[Data items]
#####

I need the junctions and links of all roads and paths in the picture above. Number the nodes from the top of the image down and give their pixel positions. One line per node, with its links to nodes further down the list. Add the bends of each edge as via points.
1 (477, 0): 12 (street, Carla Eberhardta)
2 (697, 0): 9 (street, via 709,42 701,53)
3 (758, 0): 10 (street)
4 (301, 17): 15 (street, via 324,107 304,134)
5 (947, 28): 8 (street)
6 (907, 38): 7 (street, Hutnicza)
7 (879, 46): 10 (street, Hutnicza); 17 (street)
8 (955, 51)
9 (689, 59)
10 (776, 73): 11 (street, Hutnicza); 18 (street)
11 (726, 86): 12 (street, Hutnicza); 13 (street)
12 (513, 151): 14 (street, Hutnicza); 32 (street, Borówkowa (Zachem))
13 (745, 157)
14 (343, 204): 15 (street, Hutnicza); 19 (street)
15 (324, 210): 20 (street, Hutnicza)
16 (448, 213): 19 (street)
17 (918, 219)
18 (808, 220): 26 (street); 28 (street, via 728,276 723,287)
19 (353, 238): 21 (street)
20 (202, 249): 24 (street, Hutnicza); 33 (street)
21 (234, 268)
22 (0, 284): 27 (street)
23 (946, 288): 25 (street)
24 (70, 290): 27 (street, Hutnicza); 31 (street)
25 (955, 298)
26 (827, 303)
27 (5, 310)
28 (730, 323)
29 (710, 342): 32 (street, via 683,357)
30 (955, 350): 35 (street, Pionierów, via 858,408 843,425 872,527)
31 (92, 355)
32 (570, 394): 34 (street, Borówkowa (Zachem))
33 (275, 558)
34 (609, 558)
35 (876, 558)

#####

Task to complete =
All of the entries above should be written out again exactly.

Task answer =
I need the junctions and links of all roads and paths in the picture above. Number the nodes from the top of the image down and give their pixel positions. One line per node, with its links to nodes further down the list. Add the bends of each edge as via points.
1 (477, 0): 12 (street, Carla Eberhardta)
2 (697, 0): 9 (street, via 709,42 701,53)
3 (758, 0): 10 (street)
4 (301, 17): 15 (street, via 324,107 304,134)
5 (947, 28): 8 (street)
6 (907, 38): 7 (street, Hutnicza)
7 (879, 46): 10 (street, Hutnicza); 17 (street)
8 (955, 51)
9 (689, 59)
10 (776, 73): 11 (street, Hutnicza); 18 (street)
11 (726, 86): 12 (street, Hutnicza); 13 (street)
12 (513, 151): 14 (street, Hutnicza); 32 (street, Borówkowa (Zachem))
13 (745, 157)
14 (343, 204): 15 (street, Hutnicza); 19 (street)
15 (324, 210): 20 (street, Hutnicza)
16 (448, 213): 19 (street)
17 (918, 219)
18 (808, 220): 26 (street); 28 (street, via 728,276 723,287)
19 (353, 238): 21 (street)
20 (202, 249): 24 (street, Hutnicza); 33 (street)
21 (234, 268)
22 (0, 284): 27 (street)
23 (946, 288): 25 (street)
24 (70, 290): 27 (street, Hutnicza); 31 (street)
25 (955, 298)
26 (827, 303)
27 (5, 310)
28 (730, 323)
29 (710, 342): 32 (street, via 683,357)
30 (955, 350): 35 (street, Pionierów, via 858,408 843,425 872,527)
31 (92, 355)
32 (570, 394): 34 (street, Borówkowa (Zachem))
33 (275, 558)
34 (609, 558)
35 (876, 558)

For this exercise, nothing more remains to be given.